Research | Aligning the GSE Young Learne...- 21英语教师网

Executive Summary

Since its publication in 2001, the Common European Framework of Reference for Languages (CFER) has spread beyond the borders of Europe to inform language teaching and assessment around the world.

Pearson expanded the CFER scale in terms of breadth and depth, creating the Global Scale of English (GSE) Learning Objectives, designed for teachers and learners to provide more granular progressive indications of language proficiency from below A1 levels to language mastery.

In China, there has been a significant drive over the last five years to develop a contextual Chinese Scale of English proficiency (CSE) in order to streamline the teaching, learning and policies of English as a second Language across educational primary, secondary and tertiary sectors. The intention being to create a unified national scale, rather than the continuation of differing regional approaches.

This paper reports a research project to link the GSE and CSE Learning Objective Standards using Comparative Judgement (CJ) methodology. CJ is increasingly being used to set, maintain and compare standards, and avoids many of the pitfalls of traditional alignment methods that are often beset with heuristic issues as a result of requiring absolute judgements by raters.

An alignment of GSE Young learners Learning Objectives to CSE levels 1-4 is demonstrated through this research.

Background to GSE Young Learners

The Global Scale of English (GSE) is a standardized, granular English language proficiency scale that runs from 10 to 90 and is psychometrically aligned to the Common European Framework of Reference for Languages (CEFR). The GSE serves as a standard against which English language courses and assessments worldwide can be benchmarked, offering a truly global and shared understanding of proficiency levels.

The GSE Learning Objectives are mapped to the Global Scale of English and describe what a learner can do at different levels of proficiency on the scale. Using the Global Scale of English, teachers can match a student to the right course materials to suit their exact level and learning goals, and track their progression granularly.

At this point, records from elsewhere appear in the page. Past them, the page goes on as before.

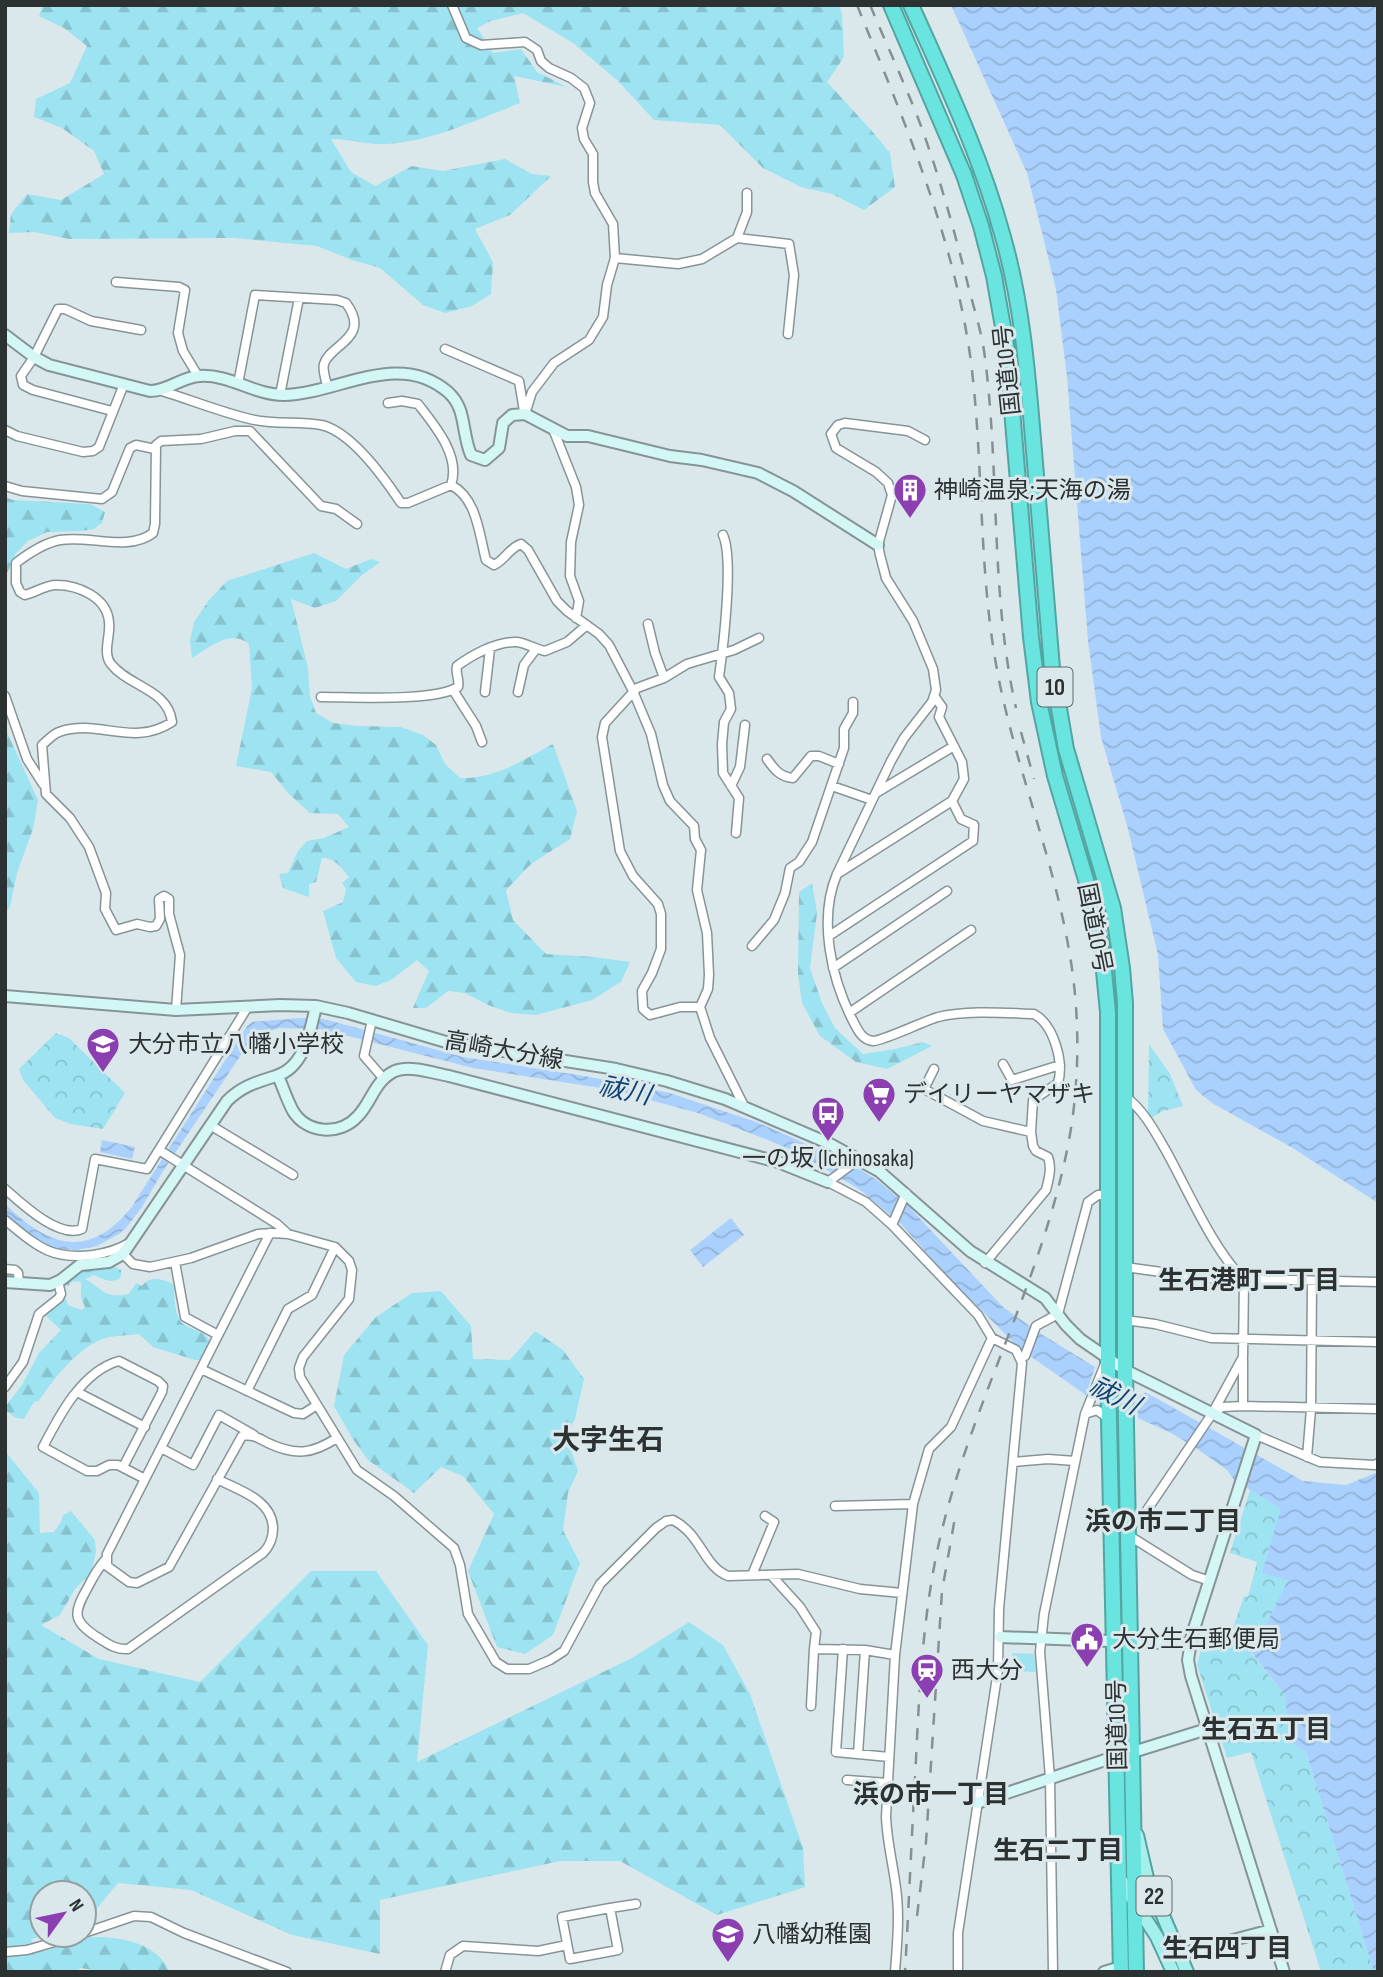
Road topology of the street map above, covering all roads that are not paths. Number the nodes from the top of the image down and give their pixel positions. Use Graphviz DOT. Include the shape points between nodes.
graph roads {
  1 [pos="452,5"];
  2 [pos="891,5"];
  3 [pos="911,5"];
  4 [pos="747,193"];
  5 [pos="737,238"];
  6 [pos="615,258"];
  7 [pos="116,282"];
  8 [pos="299,298"];
  9 [pos="141,330"];
  10 [pos="788,334"];
  11 [pos="5,335"];
  12 [pos="445,349"];
  13 [pos="34,357"];
  14 [pos="198,376"];
  15 [pos="124,384"];
  16 [pos="238,384"];
  17 [pos="327,386"];
  18 [pos="162,391"];
  19 [pos="280,395"];
  20 [pos="388,403"];
  21 [pos="111,411"];
  22 [pos="524,414"];
  23 [pos="252,420"];
  24 [pos="553,429"];
  25 [pos="5,430"];
  26 [pos="250,431"];
  27 [pos="925,440"];
  28 [pos="155,449"];
  29 [pos="451,485"];
  30 [pos="5,486"];
  31 [pos="357,524"];
  32 [pos="723,535"];
  33 [pos="878,545"];
  34 [pos="576,618"];
  35 [pos="648,624"];
  36 [pos="587,625"];
  37 [pos="759,638"];
  38 [pos="490,649"];
  39 [pos="536,649"];
  40 [pos="723,653"];
  41 [pos="664,678"];
  42 [pos="453,690"];
  43 [pos="633,691"];
  44 [pos="485,692"];
  45 [pos="518,692"];
  46 [pos="5,696"];
  47 [pos="321,697"];
  48 [pos="935,697"];
  49 [pos="853,702"];
  50 [pos="745,725"];
  51 [pos="482,742"];
  52 [pos="954,746"];
  53 [pos="767,759"];
  54 [pos="839,764"];
  55 [pos="43,784"];
  56 [pos="732,786"];
  57 [pos="832,786"];
  58 [pos="873,796"];
  59 [pos="952,801"];
  60 [pos="736,833"];
  61 [pos="837,874"];
  62 [pos="947,891"];
  63 [pos="971,930"];
  64 [pos="829,936"];
  65 [pos="752,946"];
  66 [pos="833,968"];
  67 [pos="5,996"];
  68 [pos="700,1007"];
  69 [pos="247,1008"];
  70 [pos="176,1010"];
  71 [pos="315,1011"];
  72 [pos="849,1013"];
  73 [pos="372,1022"];
  74 [pos="1003,1064"];
  75 [pos="1060,1065"];
  76 [pos="934,1069"];
  77 [pos="278,1076"];
  78 [pos="383,1078"];
  79 [pos="1126,1097"];
  80 [pos="744,1106"];
  81 [pos="210,1125"];
  82 [pos="1031,1132"];
  83 [pos="160,1151"];
  84 [pos="856,1161"];
  85 [pos="180,1163"];
  86 [pos="293,1175"];
  87 [pos="830,1181"];
  88 [pos="5,1189"];
  89 [pos="1108,1195"];
  90 [pos="905,1196"];
  91 [pos="5,1220"];
  92 [pos="893,1222"];
  93 [pos="270,1233"];
  94 [pos="288,1234"];
  95 [pos="134,1240"];
  96 [pos="335,1247"];
  97 [pos="123,1254"];
  98 [pos="176,1262"];
  99 [pos="985,1263"];
  100 [pos="1125,1267"];
  101 [pos="5,1269"];
  102 [pos="1244,1280"];
  103 [pos="1312,1281"];
  104 [pos="5,1282"];
  105 [pos="58,1282"];
  106 [pos="1378,1282"];
  107 [pos="19,1283"];
  108 [pos="1058,1314"];
  109 [pos="1125,1320"];
  110 [pos="218,1335"];
  111 [pos="992,1338"];
  112 [pos="1244,1339"];
  113 [pos="1311,1341"];
  114 [pos="1378,1342"];
  115 [pos="1023,1357"];
  116 [pos="1243,1357"];
  117 [pos="1106,1367"];
  118 [pos="201,1368"];
  119 [pos="1125,1376"];
  120 [pos="5,1387"];
  121 [pos="247,1391"];
  122 [pos="76,1392"];
  123 [pos="317,1405"];
  124 [pos="1243,1406"];
  125 [pos="1311,1409"];
  126 [pos="1378,1409"];
  127 [pos="1085,1414"];
  128 [pos="1109,1414"];
  129 [pos="1212,1414"];
  130 [pos="145,1427"];
  131 [pos="1256,1435"];
  132 [pos="255,1436"];
  133 [pos="337,1438"];
  134 [pos="161,1448"];
  135 [pos="1307,1457"];
  136 [pos="1075,1461"];
  137 [pos="1013,1462"];
  138 [pos="1378,1463"];
  139 [pos="124,1468"];
  140 [pos="145,1479"];
  141 [pos="217,1479"];
  142 [pos="913,1504"];
  143 [pos="835,1506"];
  144 [pos="765,1516"];
  145 [pos="1128,1532"];
  146 [pos="106,1559"];
  147 [pos="752,1574"];
  148 [pos="771,1575"];
  149 [pos="1210,1580"];
  150 [pos="902,1593"];
  151 [pos="1000,1637"];
  152 [pos="1040,1640"];
  153 [pos="1114,1643"];
  154 [pos="1130,1644"];
  155 [pos="1190,1644"];
  156 [pos="814,1649"];
  157 [pos="843,1649"];
  158 [pos="865,1650"];
  159 [pos="895,1655"];
  160 [pos="811,1706"];
  161 [pos="1207,1729"];
  162 [pos="1132,1752"];
  163 [pos="858,1754"];
  164 [pos="1117,1756"];
  165 [pos="889,1757"];
  166 [pos="1050,1778"];
  167 [pos="847,1780"];
  168 [pos="888,1783"];
  169 [pos="977,1803"];
  170 [pos="1134,1817"];
  171 [pos="1120,1879"];
  172 [pos="1135,1902"];
  173 [pos="636,1903"];
  174 [pos="610,1908"];
  175 [pos="98,1928"];
  176 [pos="1271,1930"];
  177 [pos="568,1945"];
  178 [pos="30,1949"];
  179 [pos="5,1952"];
  180 [pos="1180,1954"];
  181 [pos="269,1969"];
  182 [pos="1121,1970"];
  183 [pos="287,1972"];
  184 [pos="445,1972"];
  185 [pos="895,1972"];
  186 [pos="958,1972"];
  187 [pos="1053,1972"];
  188 [pos="1104,1972"];
  189 [pos="1136,1972"];
  190 [pos="1173,1972"];
  191 [pos="1187,1972"];
  192 [pos="1284,1972"];
  1 -- 6 [label="street" via="466,38 481,45 525,42 537,50 541,61 588,93 590,103 582,128 593,153 596,193 613,224"];
  2 -- 89 [label="highway, 国道10号 / 10" via="973,199 1003,326 1039,702 1102,951 1108,1012"];
  3 -- 79 [label="highway, 国道10号 / 10" via="985,178 1016,292 1027,360 1052,668 1066,749 1118,934 1125,1003"];
  4 -- 5 [label="street" via="747,212"];
  5 -- 6 [label="street" via="702,259 678,264"];
  5 -- 10 [label="street" via="789,244 794,275"];
  6 -- 22 [label="street" via="603,317 589,340 555,363 532,392"];
  7 -- 14 [label="street" via="185,290 178,334"];
  8 -- 16 [label="street" via="255,295"];
  8 -- 17 [label="street" via="337,300 351,309 354,319 349,339 324,365"];
  8 -- 19 [label="street"];
  9 -- 13 [label="street" via="91,321 58,309"];
  11 -- 13 [label="street"];
  12 -- 22 [label="street" via="519,381"];
  13 -- 15 [label="street"];
  13 -- 21 [label="street" via="21,376 23,385"];
  14 -- 16 [label="street"];
  14 -- 18 [label="street"];
  15 -- 18 [label="street"];
  15 -- 21 [label="street"];
  16 -- 19 [label="street"];
  17 -- 19 [label="street"];
  17 -- 22 [label="street" via="376,375 419,374 447,391 461,407 471,455 485,460 499,448 503,423 512,415"];
  18 -- 23 [label="street"];
  20 -- 29 [label="street" via="418,404 441,433 456,471"];
  21 -- 25 [label="street" via="99,447 93,451"];
  22 -- 24 [label="street"];
  23 -- 26 [label="street"];
  23 -- 29 [label="street" via="336,431 382,475 401,503"];
  24 -- 33 [label="street" via="567,436 588,436 758,473"];
  24 -- 34 [label="street" via="579,505 570,576 579,601"];
  26 -- 28 [label="street" via="161,441"];
  26 -- 31 [label="street" via="321,506 336,509"];
  27 -- 33 [label="street" via="908,431 883,427 845,423 833,430 833,445 876,472 891,489"];
  28 -- 30 [label="street" via="130,448 112,492 102,499"];
  28 -- 55 [label="street" via="153,533 145,540 49,543 16,563 15,570 20,592 25,595 57,585 98,600 110,621 109,662 159,697 172,722 138,735 80,728 57,733 42,745"];
  29 -- 34 [label="street" via="466,495 477,518 486,560 494,565 522,544 557,601"];
  32 -- 40 [label="street" via="727,544"];
  33 -- 48 [label="street" via="886,578 913,621 933,669"];
  34 -- 36 [label="street"];
  35 -- 41 [label="street"];
  36 -- 39 [label="street" via="567,642 545,651"];
  36 -- 43 [label="street" via="609,645"];
  37 -- 40 [label="street"];
  38 -- 39 [label="street" via="516,642"];
  38 -- 42 [label="street" via="457,666 458,687"];
  38 -- 44 [label="street"];
  39 -- 45 [label="street" via="524,665"];
  40 -- 41 [label="street" via="687,664"];
  40 -- 56 [label="street" via="719,677 729,693 731,709 724,722 723,773"];
  41 -- 43 [label="street"];
  42 -- 47 [label="street"];
  42 -- 51 [label="street"];
  43 -- 68 [label="street" via="655,746 663,785 670,801 692,823 701,850 696,890 707,933 709,975"];
  43 -- 68 [label="street" via="606,723 602,744 620,851 661,914 661,949 641,1002 650,1014"];
  46 -- 55 [label="street" via="27,759"];
  48 -- 52 [label="street" via="942,707 940,721"];
  48 -- 58 [label="street" via="904,738"];
  49 -- 54 [label="street"];
  50 -- 56 [label="street" via="740,767"];
  52 -- 58 [label="street"];
  52 -- 59 [label="street" via="964,779"];
  53 -- 54 [label="street" via="784,778 793,778 811,756"];
  54 -- 57 [label="street"];
  55 -- 70 [label="street" via="89,847 106,894 105,909 116,930 136,924 156,926 159,899 169,899 180,956"];
  56 -- 60 [label="street" via="739,798"];
  57 -- 58 [label="street"];
  57 -- 65 [label="street" via="812,842 790,868 774,920"];
  58 -- 61 [label="street"];
  59 -- 61 [label="street"];
  59 -- 64 [label="street" via="961,819 974,825 973,841"];
  61 -- 64 [label="street" via="831,891"];
  62 -- 66 [label="street"];
  63 -- 72 [label="street"];
  64 -- 66 [label="street"];
  66 -- 72 [label="street"];
  67 -- 70 [label="street, 高崎大分線"];
  68 -- 80 [label="street"];
  69 -- 70 [label="street, 高崎大分線"];
  69 -- 71 [label="street, 高崎大分線" via="281,1005"];
  69 -- 83 [label="street"];
  71 -- 73 [label="street, 高崎大分線"];
  71 -- 77 [label="street" via="297,1061"];
  72 -- 75 [label="street" via="861,1036 872,1041 941,1017 1034,1014 1057,1046"];
  73 -- 78 [label="street" via="365,1059"];
  73 -- 80 [label="street, 高崎大分線" via="446,1042 641,1075"];
  74 -- 75 [label="street" via="1012,1080"];
  75 -- 82 [label="street" via="1058,1083 1033,1100"];
  76 -- 82 [label="street" via="924,1089 984,1121"];
  77 -- 78 [label="street" via="298,1118 322,1130 352,1122"];
  77 -- 81 [label="street" via="236,1092"];
  78 -- 87 [label="street" via="404,1069 449,1076 778,1162"];
  79 -- 100 [label="highway, 国道10号 / 10"];
  79 -- 102 [label="street" via="1148,1120 1208,1228"];
  80 -- 84 [label="street, 高崎大分線"];
  81 -- 85 [label="street"];
  81 -- 86 [label="street"];
  82 -- 99 [label="street" via="1036,1151 1050,1162 1046,1189"];
  83 -- 85 [label="street"];
  83 -- 88 [label="street" via="147,1169 95,1159 82,1229 76,1232 47,1222"];
  84 -- 87 [label="street"];
  84 -- 90 [label="street, 高崎大分線" via="886,1176"];
  85 -- 94 [label="street"];
  85 -- 95 [label="street"];
  87 -- 92 [label="street"];
  89 -- 108 [label="street" via="1088,1202"];
  89 -- 117 [label="highway, 国道10号 / 10"];
  90 -- 92 [label="street"];
  90 -- 99 [label="street, 高崎大分線"];
  91 -- 95 [label="street" via="34,1244 62,1257 104,1254"];
  92 -- 111 [label="street" via="978,1315"];
  93 -- 94 [label="street"];
  93 -- 98 [label="street"];
  93 -- 110 [label="street"];
  94 -- 96 [label="street"];
  95 -- 97 [label="street"];
  96 -- 121 [label="street" via="312,1296 288,1309"];
  96 -- 123 [label="street" via="351,1265 350,1294 299,1368"];
  97 -- 98 [label="street" via="139,1267"];
  97 -- 105 [label="street" via="109,1262 80,1265"];
  98 -- 110 [label="street" via="185,1317"];
  99 -- 108 [label="street, 高崎大分線" via="1045,1298"];
  100 -- 102 [label="street"];
  100 -- 109 [label="highway, 国道10号 / 10"];
  101 -- 107 [label="street" via="18,1273"];
  102 -- 103 [label="street"];
  102 -- 112 [label="street"];
  103 -- 106 [label="street"];
  103 -- 113 [label="street"];
  104 -- 107 [label="street"];
  105 -- 107 [label="street" via="41,1286"];
  105 -- 120 [label="street" via="59,1298 39,1314 23,1362"];
  108 -- 115 [label="street" via="1036,1325"];
  108 -- 117 [label="street, 高崎大分線"];
  109 -- 112 [label="street" via="1211,1338"];
  109 -- 119 [label="highway, 国道10号 / 10"];
  110 -- 118 [label="street"];
  111 -- 115 [label="street"];
  111 -- 142 [label="street" via="951,1427 929,1449"];
  112 -- 113 [label="street"];
  112 -- 116 [label="street"];
  113 -- 114 [label="street"];
  113 -- 125 [label="street"];
  115 -- 137 [label="street"];
  116 -- 124 [label="street"];
  116 -- 129 [label="street"];
  117 -- 119 [label="street, 高崎大分線"];
  117 -- 127 [label="street"];
  117 -- 128 [label="highway, 国道10号 / 10"];
  118 -- 121 [label="street"];
  118 -- 134 [label="street"];
  119 -- 129 [label="street, 高崎大分線"];
  119 -- 145 [label="highway, 国道10号 / 10"];
  121 -- 123 [label="street" via="297,1414"];
  122 -- 130 [label="street"];
  122 -- 130 [label="street" via="99,1371 121,1362 163,1385"];
  122 -- 139 [label="street" via="43,1447 87,1471 114,1465"];
  123 -- 133 [label="street"];
  124 -- 125 [label="street"];
  124 -- 129 [label="street" via="1222,1407"];
  125 -- 126 [label="street"];
  125 -- 135 [label="street"];
  127 -- 128 [label="street" via="1097,1410"];
  127 -- 136 [label="street"];
  128 -- 153 [label="highway, 国道10号 / 10"];
  129 -- 131 [label="street, 高崎大分線"];
  129 -- 145 [label="street"];
  130 -- 139 [label="street"];
  131 -- 135 [label="street"];
  131 -- 149 [label="street"];
  132 -- 133 [label="street" via="299,1451 314,1451"];
  132 -- 134 [label="street" via="219,1415 193,1465"];
  132 -- 141 [label="street" via="242,1436"];
  133 -- 147 [label="street" via="357,1470 454,1548 468,1614 492,1657 507,1670 529,1669 564,1651 600,1584 666,1521 673,1520 695,1536 721,1573"];
  134 -- 140 [label="street"];
  135 -- 138 [label="street" via="1336,1464"];
  136 -- 137 [label="street"];
  136 -- 152 [label="street"];
  137 -- 151 [label="street"];
  139 -- 140 [label="street"];
  140 -- 146 [label="street"];
  141 -- 146 [label="street" via="169,1567 133,1583 109,1569"];
  141 -- 146 [label="street" via="265,1508 273,1527 269,1545 128,1649 114,1647 86,1630 78,1619 77,1608"];
  142 -- 143 [label="street"];
  142 -- 150 [label="street"];
  144 -- 147 [label="street" via="774,1522"];
  145 -- 149 [label="street" via="1192,1575"];
  145 -- 154 [label="highway, 国道10号 / 10"];
  147 -- 148 [label="street"];
  148 -- 150 [label="street" via="798,1574 860,1589"];
  148 -- 156 [label="street" via="816,1632"];
  149 -- 155 [label="street"];
  150 -- 159 [label="street"];
  151 -- 152 [label="street"];
  151 -- 169 [label="street" via="999,1670"];
  152 -- 153 [label="street"];
  152 -- 166 [label="street"];
  153 -- 154 [label="street"];
  153 -- 164 [label="highway, 国道10号 / 10"];
  154 -- 155 [label="street"];
  154 -- 162 [label="highway, 国道10号 / 10"];
  155 -- 161 [label="street" via="1189,1668"];
  156 -- 157 [label="street"];
  156 -- 160 [label="street"];
  157 -- 158 [label="street"];
  157 -- 163 [label="street" via="836,1752"];
  158 -- 159 [label="street"];
  158 -- 163 [label="street"];
  159 -- 165 [label="street"];
  161 -- 162 [label="street"];
  161 -- 176 [label="street"];
  162 -- 170 [label="highway, 国道10号 / 10"];
  163 -- 165 [label="street"];
  164 -- 166 [label="street"];
  164 -- 171 [label="highway, 国道10号 / 10"];
  165 -- 168 [label="street"];
  166 -- 169 [label="street"];
  166 -- 187 [label="street"];
  167 -- 168 [label="street"];
  168 -- 185 [label="street" via="887,1839 898,1914"];
  169 -- 186 [label="street" via="958,1933"];
  170 -- 172 [label="highway, 10"];
  170 -- 180 [label="main road, 22" via="1147,1878"];
  171 -- 172 [label="main road, 22"];
  171 -- 182 [label="highway, 10"];
  172 -- 189 [label="highway, 10"];
  172 -- 190 [label="main road, 22"];
  173 -- 174 [label="street"];
  174 -- 177 [label="street" via="562,1917"];
  174 -- 177 [label="street" via="618,1950 570,1959"];
  175 -- 181 [label="street" via="134,1916 150,1917"];
  176 -- 180 [label="street"];
  176 -- 192 [label="street"];
  177 -- 184 [label="street" via="538,1951 463,1946 450,1955"];
  178 -- 179 [label="street"];
  180 -- 191 [label="main road, 22"];
  181 -- 183 [label="street"];
  182 -- 188 [label="street"];
}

The project to develop GSE Learning Objectives builds upon the research carried out by Brian North (North, 2000) and the Council of Europe in creating the Common European Framework of Reference for Languages (Council of Europe, 2001). This research targeted adult and young adult learners and provides a solid framework for extending the set of learning objectives to include additional learning objectives (Can Do statements) specific to particular adult audiences. As part of the GSE project, Pearson has developed additional GSE Learning Objectives for both Academic and Professional English.

The CEFR, however, was never created with the youngest learners in mind, although many have tried to adapt it with varying degrees of success. This is why Pearson English have carried out research, following the model of the CEFR, to create a similar proficiency framework that specifically targets learners aged 6 to 14.

The Global Scale of English itself has been aligned to the CEFR following the psychometric principles and procedures used in developing the CEFR – and all new GSE Learning Objectives for Young Learners are given a GSE value on this same scale. In this way, learners can chart their proficiency and progress across ages and stages of development – from primary school to higher education and learning in the workplace.

In developing the GSE Learning Objectives for Young Learners, Pearson has created learning objectives that support a granular definition of language proficiency – enabling teachers to establish clear learning goals for their students, parents to understand more clearly what their children are learning, and perhaps most importantly, ensuring that learners are aware of the small increases being made in their proficiency. All students – and especially young learners – are much more motivated when they can see that progress is being made.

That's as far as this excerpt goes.